Dataset entries:
Start of Block

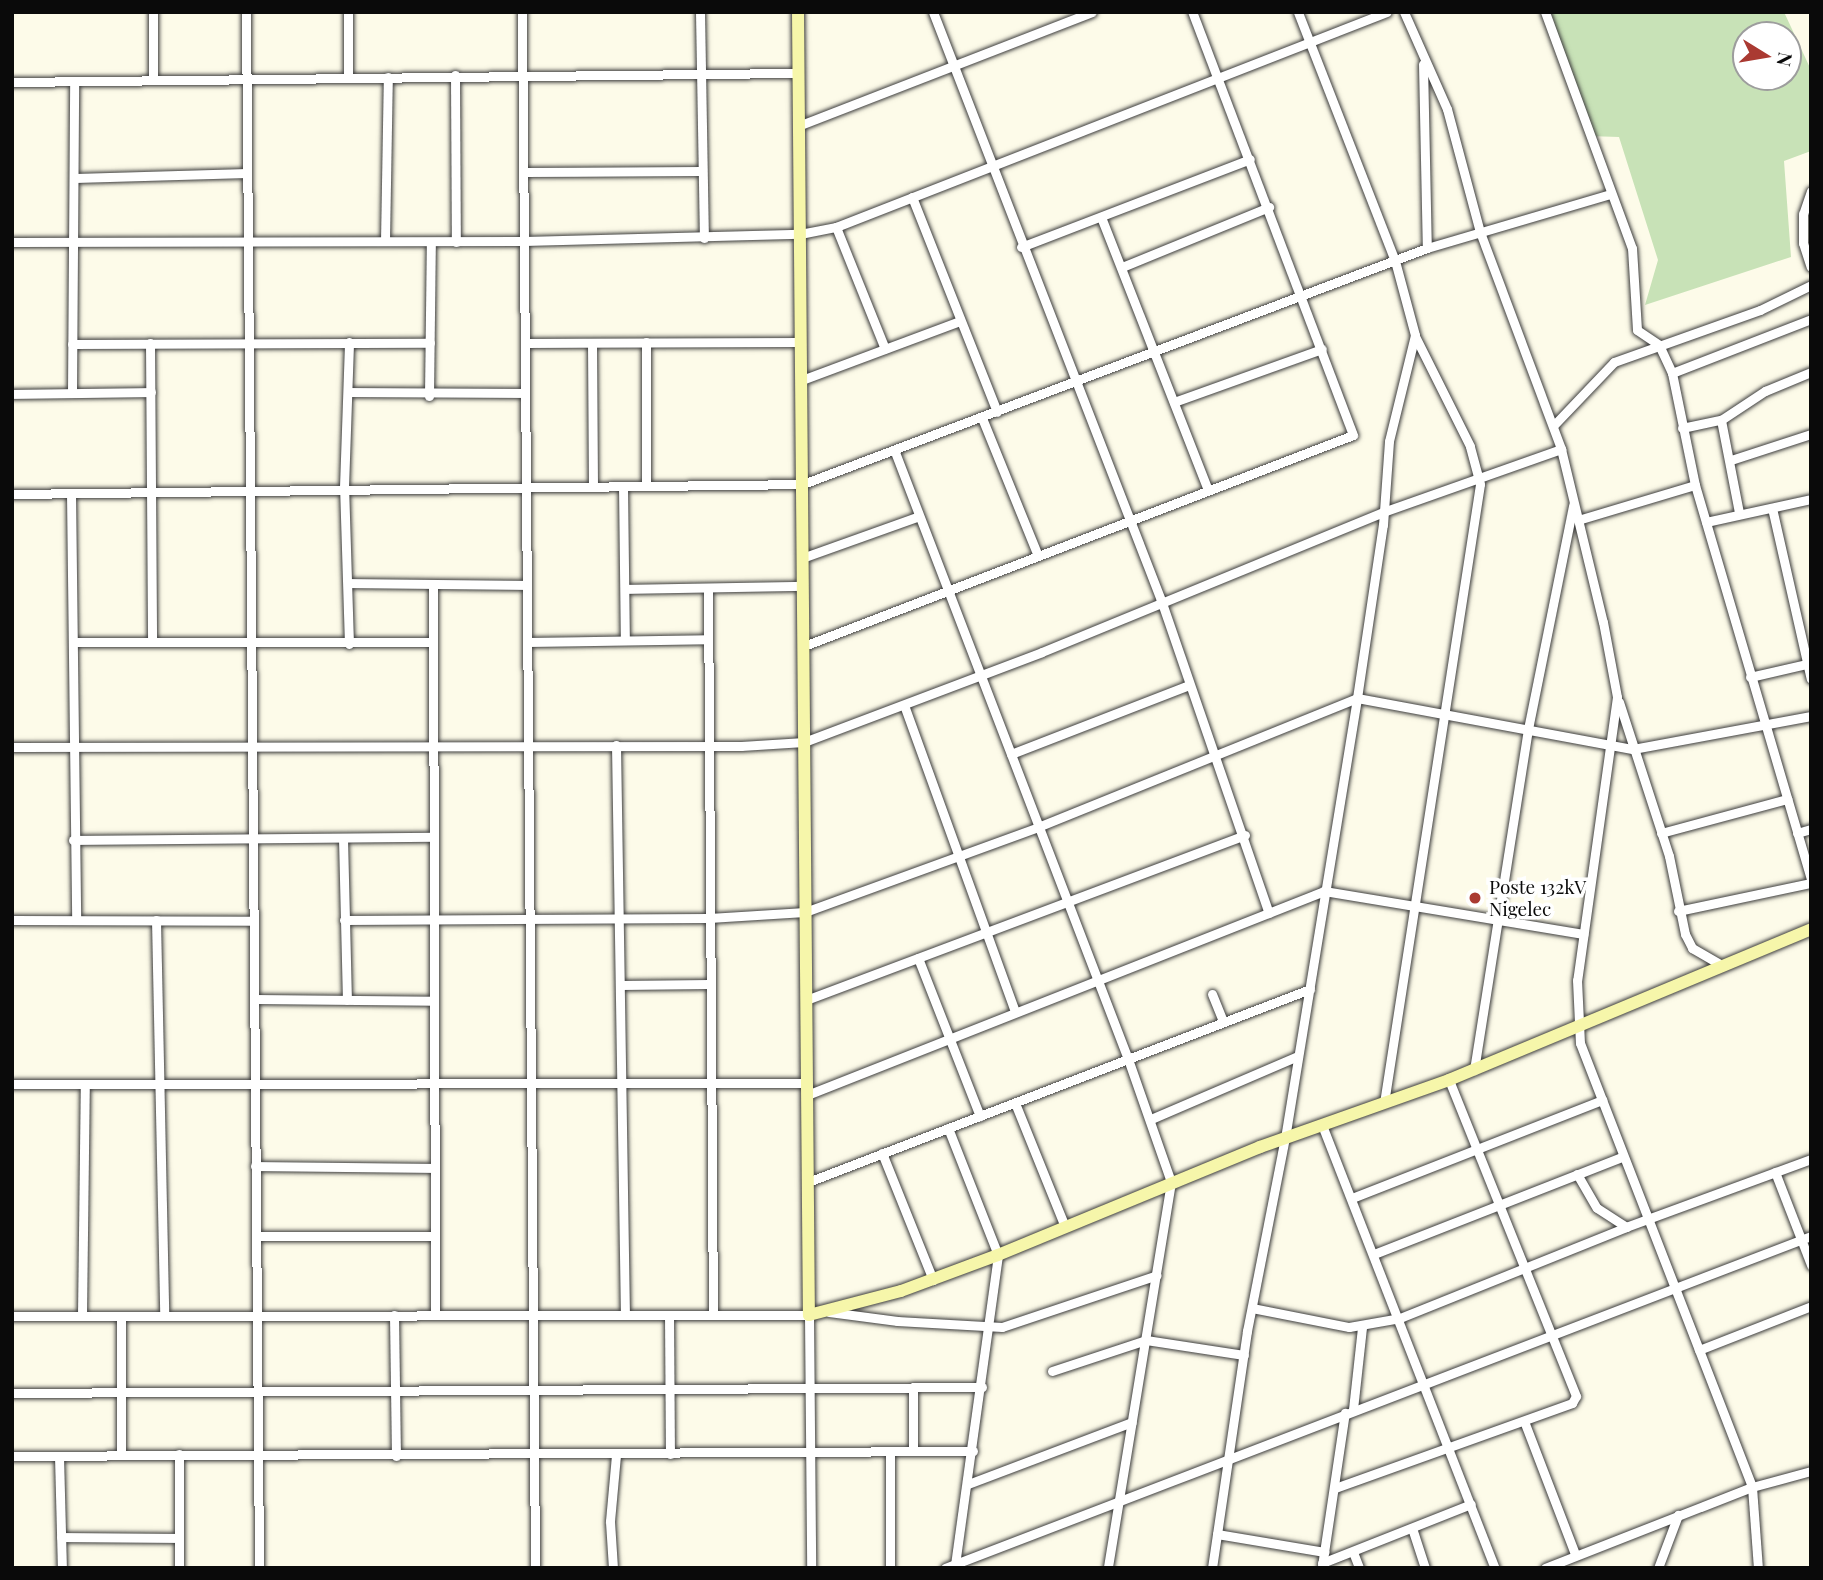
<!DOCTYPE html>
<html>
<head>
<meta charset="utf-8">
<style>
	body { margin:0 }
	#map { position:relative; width:1823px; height:1580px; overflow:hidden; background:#fdfbe9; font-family:"Playfair Display",serif }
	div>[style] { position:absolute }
	.green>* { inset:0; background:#c8e2b7 }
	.roads { filter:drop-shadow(0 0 2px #3d3d3d) drop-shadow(0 0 2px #3d3d3d) }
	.street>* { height:9px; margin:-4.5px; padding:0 4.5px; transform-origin:4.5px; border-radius:4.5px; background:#fff }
	.secondary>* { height:12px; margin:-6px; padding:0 6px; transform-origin:6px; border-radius:6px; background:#f6f6aa }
	.dots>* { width:19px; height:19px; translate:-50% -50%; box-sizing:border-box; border:4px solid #fff; border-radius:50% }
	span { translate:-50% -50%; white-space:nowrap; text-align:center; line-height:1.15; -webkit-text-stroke:7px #fff; paint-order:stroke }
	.poi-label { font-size:19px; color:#0a0a0a }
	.left { translate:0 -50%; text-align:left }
	.frame { position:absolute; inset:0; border:14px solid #0a0a0a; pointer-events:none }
	.north { position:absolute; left:1732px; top:21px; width:70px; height:70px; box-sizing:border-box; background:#fff; border:2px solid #9d9d9d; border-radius:50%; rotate:101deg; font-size:19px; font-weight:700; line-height:28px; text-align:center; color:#0a0a0a }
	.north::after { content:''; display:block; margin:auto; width:24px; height:32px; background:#aa3a32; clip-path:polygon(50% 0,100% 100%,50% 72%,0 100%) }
</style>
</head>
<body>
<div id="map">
	<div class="green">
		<div style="clip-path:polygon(evenodd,1551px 12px,1784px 12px,1811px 70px,1811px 151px,1784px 161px,1791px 257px,1645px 305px,1658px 260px,1619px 137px,1588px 136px,1551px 12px,1746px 35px,1788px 35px,1788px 77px,1746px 77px,1746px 35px)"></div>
	</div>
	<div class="roads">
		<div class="street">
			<div style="left:153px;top:12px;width:68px;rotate:90deg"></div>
			<div style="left:246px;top:12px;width:1556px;rotate:89.52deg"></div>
			<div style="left:348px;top:12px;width:66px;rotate:90deg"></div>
			<div style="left:522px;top:12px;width:1556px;rotate:89.52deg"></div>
			<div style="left:700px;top:12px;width:226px;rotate:89deg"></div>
			<div style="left:933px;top:12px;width:631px;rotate:68.81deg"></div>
			<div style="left:1161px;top:600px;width:331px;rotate:71deg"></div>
			<div style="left:1404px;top:12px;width:106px;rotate:66.1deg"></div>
			<div style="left:1447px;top:109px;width:127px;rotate:75deg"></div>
			<div style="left:1480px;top:232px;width:232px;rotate:69.5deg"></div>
			<div style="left:1561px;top:449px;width:178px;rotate:76.4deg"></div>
			<div style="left:1603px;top:622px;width:76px;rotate:79.4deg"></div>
			<div style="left:1617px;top:697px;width:286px;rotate:98deg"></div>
			<div style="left:1577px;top:980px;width:63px;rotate:87.3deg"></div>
			<div style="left:1580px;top:1043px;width:476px;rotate:68.8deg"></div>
			<div style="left:1752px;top:1487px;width:81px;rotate:85.8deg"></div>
			<div style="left:1545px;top:12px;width:252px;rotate:69.8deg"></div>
			<div style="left:1632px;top:248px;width:82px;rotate:86.5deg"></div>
			<div style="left:1637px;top:330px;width:27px;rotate:34deg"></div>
			<div style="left:1659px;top:345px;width:31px;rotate:65deg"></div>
			<div style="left:1672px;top:373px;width:114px;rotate:78.4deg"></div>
			<div style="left:1695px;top:485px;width:411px;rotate:73.6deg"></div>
			<div style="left:1423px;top:64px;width:184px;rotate:88.8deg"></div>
			<div style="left:455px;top:75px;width:167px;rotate:89.7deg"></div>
			<div style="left:12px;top:82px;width:786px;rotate:-0.66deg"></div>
			<div style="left:798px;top:126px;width:315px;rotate:-21.2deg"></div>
			<div style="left:524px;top:172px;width:178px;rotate:-0.3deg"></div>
			<div style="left:75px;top:178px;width:172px;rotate:-1.7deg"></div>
			<div style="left:1811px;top:191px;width:24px;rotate:109deg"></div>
			<div style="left:1803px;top:214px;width:29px;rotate:90deg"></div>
			<div style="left:1803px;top:243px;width:25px;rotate:72deg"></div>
			<div style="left:912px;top:197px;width:231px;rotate:68.4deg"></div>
			<div style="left:1101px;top:217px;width:293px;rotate:68.6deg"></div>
			<div style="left:836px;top:227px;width:131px;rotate:68.1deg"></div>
			<div style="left:385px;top:241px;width:164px;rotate:-89deg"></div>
			<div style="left:12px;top:242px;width:512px;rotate:-0.11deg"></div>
			<div style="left:524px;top:241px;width:276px;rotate:-1.5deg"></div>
			<div style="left:800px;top:234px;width:37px;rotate:-11deg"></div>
			<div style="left:836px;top:227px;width:591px;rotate:-21.32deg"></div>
			<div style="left:1021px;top:247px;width:245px;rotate:-21deg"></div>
			<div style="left:1122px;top:267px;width:159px;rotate:-22.2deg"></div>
			<div style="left:150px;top:343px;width:298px;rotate:89.6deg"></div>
			<div style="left:525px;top:343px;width:276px;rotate:-0.2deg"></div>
			<div style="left:592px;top:343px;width:143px;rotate:89.6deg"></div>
			<div style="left:72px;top:344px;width:358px;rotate:-0.2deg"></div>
			<div style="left:1672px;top:373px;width:149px;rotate:-21.2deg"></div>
			<div style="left:802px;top:380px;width:169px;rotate:-20.5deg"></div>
			<div style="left:348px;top:392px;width:177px;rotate:0.3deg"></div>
			<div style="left:72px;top:393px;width:312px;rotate:-89.6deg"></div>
			<div style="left:12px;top:394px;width:139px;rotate:-0.8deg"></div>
			<div style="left:429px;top:396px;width:154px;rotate:-89.3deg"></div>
			<div style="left:1174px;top:402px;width:157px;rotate:-19.7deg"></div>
			<div style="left:982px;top:418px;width:149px;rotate:67.9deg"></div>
			<div style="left:1721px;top:420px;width:95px;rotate:79deg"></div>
			<div style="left:1553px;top:426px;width:88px;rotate:-46.4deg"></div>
			<div style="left:1614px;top:362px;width:155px;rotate:-19.6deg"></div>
			<div style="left:1760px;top:310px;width:57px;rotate:-26.1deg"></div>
			<div style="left:1682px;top:428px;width:40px;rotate:-12deg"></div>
			<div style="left:1721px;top:420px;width:53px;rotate:-33.4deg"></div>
			<div style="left:1765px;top:391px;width:50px;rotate:-22.4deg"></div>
			<div style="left:895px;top:452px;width:650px;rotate:69deg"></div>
			<div style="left:1128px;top:1059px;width:130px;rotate:70.7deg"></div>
			<div style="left:1171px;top:1182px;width:391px;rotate:99.3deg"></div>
			<div style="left:1731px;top:460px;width:84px;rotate:-18deg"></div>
			<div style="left:646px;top:485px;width:143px;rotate:-90deg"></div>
			<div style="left:623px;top:486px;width:154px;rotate:89.3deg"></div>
			<div style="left:71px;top:493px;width:426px;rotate:89.3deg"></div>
			<div style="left:12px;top:494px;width:791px;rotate:-0.72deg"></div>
			<div style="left:803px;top:484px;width:667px;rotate:-20.72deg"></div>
			<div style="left:1427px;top:248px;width:191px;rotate:-16.4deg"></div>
			<div style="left:1772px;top:508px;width:175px;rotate:77.2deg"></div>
			<div style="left:1578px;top:520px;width:122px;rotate:-16.7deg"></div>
			<div style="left:1706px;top:522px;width:107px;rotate:-12.4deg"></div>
			<div style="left:802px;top:558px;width:124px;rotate:-19.7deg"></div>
			<div style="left:348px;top:583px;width:179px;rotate:0.6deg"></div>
			<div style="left:433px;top:584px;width:731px;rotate:89.84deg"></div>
			<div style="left:708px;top:588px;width:727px;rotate:89.61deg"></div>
			<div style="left:625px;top:589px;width:178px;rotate:-1deg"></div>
			<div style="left:73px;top:642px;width:359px"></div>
			<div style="left:527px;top:642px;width:181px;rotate:-0.9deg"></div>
			<div style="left:349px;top:644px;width:157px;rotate:-91.8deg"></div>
			<div style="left:344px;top:487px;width:145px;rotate:-88deg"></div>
			<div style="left:804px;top:646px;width:588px;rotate:-21.02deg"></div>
			<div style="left:1353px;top:435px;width:453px;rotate:-110.8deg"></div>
			<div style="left:1750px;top:677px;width:63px;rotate:-12.9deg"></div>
			<div style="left:1619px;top:702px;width:162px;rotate:72deg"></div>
			<div style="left:1669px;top:856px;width:80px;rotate:78.4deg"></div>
			<div style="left:1685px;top:934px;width:16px;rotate:63deg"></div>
			<div style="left:1692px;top:948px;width:36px;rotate:30deg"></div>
			<div style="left:904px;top:705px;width:326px;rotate:70.1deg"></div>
			<div style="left:616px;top:745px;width:570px;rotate:89.1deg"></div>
			<div style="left:12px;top:747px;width:729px;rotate:-0.08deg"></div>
			<div style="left:741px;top:746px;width:63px;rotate:-3.6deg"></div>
			<div style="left:804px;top:742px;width:254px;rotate:-20.7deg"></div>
			<div style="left:1042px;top:652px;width:369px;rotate:-22.3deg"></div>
			<div style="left:1383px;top:512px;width:189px;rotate:-19.5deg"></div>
			<div style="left:1011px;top:754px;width:191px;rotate:-21.2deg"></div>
			<div style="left:1661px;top:833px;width:131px;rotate:-15.1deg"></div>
			<div style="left:1797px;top:833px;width:15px;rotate:-16deg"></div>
			<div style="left:343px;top:838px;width:162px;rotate:88.6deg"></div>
			<div style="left:73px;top:840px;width:359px;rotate:-0.5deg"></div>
			<div style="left:1678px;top:911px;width:136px;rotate:-11.9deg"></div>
			<div style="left:12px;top:920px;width:242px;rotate:0.2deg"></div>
			<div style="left:156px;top:920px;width:396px;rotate:88.8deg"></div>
			<div style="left:344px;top:920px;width:365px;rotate:-0.3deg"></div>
			<div style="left:709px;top:918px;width:96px;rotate:-3.6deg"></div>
			<div style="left:805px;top:912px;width:248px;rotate:-20deg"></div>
			<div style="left:1038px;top:827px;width:344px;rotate:-22deg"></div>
			<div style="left:1357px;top:698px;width:281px;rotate:10.5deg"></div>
			<div style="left:1633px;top:749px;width:181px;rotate:-10.5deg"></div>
			<div style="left:918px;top:958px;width:170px;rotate:68.6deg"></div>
			<div style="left:621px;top:985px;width:88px;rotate:-0.7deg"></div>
			<div style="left:1212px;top:994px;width:29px;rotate:68deg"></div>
			<div style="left:255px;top:999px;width:179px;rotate:0.6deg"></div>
			<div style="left:806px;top:1000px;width:469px;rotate:-20.6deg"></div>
			<div style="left:1474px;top:1070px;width:345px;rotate:-81deg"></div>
			<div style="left:1528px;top:729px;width:228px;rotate:-78.6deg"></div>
			<div style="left:12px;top:1084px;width:795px;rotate:-0.07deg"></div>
			<div style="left:807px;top:1095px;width:556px;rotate:-21.53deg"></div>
			<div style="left:1324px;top:891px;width:263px;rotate:9.4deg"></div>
			<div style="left:1015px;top:1103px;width:134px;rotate:68deg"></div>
			<div style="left:1384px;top:1103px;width:626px;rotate:-81.18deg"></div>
			<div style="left:1480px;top:484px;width:39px;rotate:-105deg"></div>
			<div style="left:1470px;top:446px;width:123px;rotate:-116.6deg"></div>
			<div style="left:1151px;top:1119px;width:160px;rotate:-23.2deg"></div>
			<div style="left:1322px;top:1125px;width:476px;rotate:68.7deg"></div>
			<div style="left:948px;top:1128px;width:136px;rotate:68.5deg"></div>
			<div style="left:998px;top:1255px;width:313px;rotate:97.9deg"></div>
			<div style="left:882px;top:1153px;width:137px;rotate:68.1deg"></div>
			<div style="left:255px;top:1166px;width:180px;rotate:0.6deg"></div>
			<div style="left:1775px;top:1172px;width:100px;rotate:68.8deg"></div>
			<div style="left:1577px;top:1174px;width:39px;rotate:60deg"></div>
			<div style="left:1597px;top:1208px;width:35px;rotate:33deg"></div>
			<div style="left:808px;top:1182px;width:538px;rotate:-21.03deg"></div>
			<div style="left:1352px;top:1198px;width:269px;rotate:-21.4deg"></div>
			<div style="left:256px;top:1236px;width:178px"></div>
			<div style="left:1374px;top:1254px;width:266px;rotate:-21.4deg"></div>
			<div style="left:1252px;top:1308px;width:99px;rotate:11.1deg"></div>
			<div style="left:1349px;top:1327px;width:52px;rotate:-10deg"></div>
			<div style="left:1400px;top:1318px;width:244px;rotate:-21.9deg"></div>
			<div style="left:1626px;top:1227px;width:197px;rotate:-20.2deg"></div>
			<div style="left:829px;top:1312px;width:69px;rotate:7.5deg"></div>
			<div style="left:897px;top:1321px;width:105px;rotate:3.3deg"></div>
			<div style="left:1002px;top:1327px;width:163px;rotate:-18.5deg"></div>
			<div style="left:394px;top:1315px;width:141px;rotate:89.2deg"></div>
			<div style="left:669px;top:1315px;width:139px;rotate:89.6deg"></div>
			<div style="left:12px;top:1316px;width:797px;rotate:-0.07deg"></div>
			<div style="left:809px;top:1315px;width:253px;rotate:89.5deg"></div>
			<div style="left:82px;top:1316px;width:232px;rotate:-89.3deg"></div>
			<div style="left:1699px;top:1350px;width:120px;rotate:-21.4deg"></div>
			<div style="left:1052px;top:1371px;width:99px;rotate:-18.3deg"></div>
			<div style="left:1146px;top:1340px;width:99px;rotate:8.7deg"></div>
			<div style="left:12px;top:1393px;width:970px;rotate:-0.35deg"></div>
			<div style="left:1353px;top:1409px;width:82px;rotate:-83.7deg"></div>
			<div style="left:1524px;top:1421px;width:142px;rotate:69deg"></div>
			<div style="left:890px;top:1451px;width:117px;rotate:90deg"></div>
			<div style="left:913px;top:1451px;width:64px;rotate:-90deg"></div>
			<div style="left:121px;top:1454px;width:138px;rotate:-90deg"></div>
			<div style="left:12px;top:1456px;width:961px;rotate:-0.3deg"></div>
			<div style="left:59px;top:1456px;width:112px;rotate:88.5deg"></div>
			<div style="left:968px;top:1484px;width:175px;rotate:-20.7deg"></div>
			<div style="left:1335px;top:1488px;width:252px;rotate:-19.7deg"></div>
			<div style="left:1572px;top:1403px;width:8px;rotate:-60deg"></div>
			<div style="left:1576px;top:1396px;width:341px;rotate:-111.9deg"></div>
			<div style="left:1412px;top:1528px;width:42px;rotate:72deg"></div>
			<div style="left:1217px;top:1534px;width:109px;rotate:9.5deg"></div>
			<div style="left:61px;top:1537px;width:118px;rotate:0.5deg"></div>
			<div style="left:1353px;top:1552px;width:17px;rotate:69deg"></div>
			<div style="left:1322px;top:1563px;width:160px;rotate:-21.6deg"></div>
			<div style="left:1322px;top:1566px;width:155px;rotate:-81.5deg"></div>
			<div style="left:179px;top:1568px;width:114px;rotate:-90deg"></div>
			<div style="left:613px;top:1568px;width:47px;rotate:-93.7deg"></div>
			<div style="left:610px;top:1521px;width:66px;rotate:-84.8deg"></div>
			<div style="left:945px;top:1568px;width:927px;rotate:-20.98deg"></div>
			<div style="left:1212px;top:1568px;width:240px;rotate:-81.6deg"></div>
			<div style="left:1247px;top:1331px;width:197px;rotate:-78.9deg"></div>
			<div style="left:1285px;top:1138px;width:446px;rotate:-80.7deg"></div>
			<div style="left:1357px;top:698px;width:175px;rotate:-81.5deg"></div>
			<div style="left:1383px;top:525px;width:84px;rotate:-85.9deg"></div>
			<div style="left:1389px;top:441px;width:109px;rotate:-76.2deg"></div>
			<div style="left:1415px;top:335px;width:77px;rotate:-105.1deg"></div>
			<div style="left:1395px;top:261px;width:267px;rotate:-111.3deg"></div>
			<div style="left:1545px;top:1568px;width:222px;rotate:-21.4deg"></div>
			<div style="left:1752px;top:1487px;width:61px;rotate:-15.2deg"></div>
			<div style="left:1658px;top:1568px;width:57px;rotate:-69.3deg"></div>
		</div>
		<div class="secondary">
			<div style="left:798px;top:12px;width:1303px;rotate:89.52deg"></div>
			<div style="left:809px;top:1315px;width:95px;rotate:-14.6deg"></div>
			<div style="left:901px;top:1291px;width:103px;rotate:-20.4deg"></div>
			<div style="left:998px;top:1255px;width:283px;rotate:-22.4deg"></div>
			<div style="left:1260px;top:1147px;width:201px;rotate:-19.5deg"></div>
			<div style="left:1449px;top:1080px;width:392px;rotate:-22.6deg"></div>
		</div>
	</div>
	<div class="dots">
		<div style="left:1475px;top:898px;background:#aa3a32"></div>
	</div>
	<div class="poi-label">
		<span class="left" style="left:1489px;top:898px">Poste 132kV<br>Nigelec</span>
	</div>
	<div class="frame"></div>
	<div class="north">N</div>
</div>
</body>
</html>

End of Block

**EXERCISE DIRECTIONS:** Restate the data word for word from its first line through the line with "position:absolute; left:1732px; top:21px;", leaving out any picture along the way.

**SOLVED EXERCISE:**
<!DOCTYPE html>
<html>
<head>
<meta charset="utf-8">
<style>
	body { margin:0 }
	#map { position:relative; width:1823px; height:1580px; overflow:hidden; background:#fdfbe9; font-family:"Playfair Display",serif }
	div>[style] { position:absolute }
	.green>* { inset:0; background:#c8e2b7 }
	.roads { filter:drop-shadow(0 0 2px #3d3d3d) drop-shadow(0 0 2px #3d3d3d) }
	.street>* { height:9px; margin:-4.5px; padding:0 4.5px; transform-origin:4.5px; border-radius:4.5px; background:#fff }
	.secondary>* { height:12px; margin:-6px; padding:0 6px; transform-origin:6px; border-radius:6px; background:#f6f6aa }
	.dots>* { width:19px; height:19px; translate:-50% -50%; box-sizing:border-box; border:4px solid #fff; border-radius:50% }
	span { translate:-50% -50%; white-space:nowrap; text-align:center; line-height:1.15; -webkit-text-stroke:7px #fff; paint-order:stroke }
	.poi-label { font-size:19px; color:#0a0a0a }
	.left { translate:0 -50%; text-align:left }
	.frame { position:absolute; inset:0; border:14px solid #0a0a0a; pointer-events:none }
	.north { position:absolute; left:1732px; top:21px; width:70px; height:70px; box-sizing:border-box; background:#fff; border:2px solid #9d9d9d; border-radius:50%; rotate:101deg; font-size:19px; font-weight:700; line-height:28px; text-align:center; color:#0a0a0a }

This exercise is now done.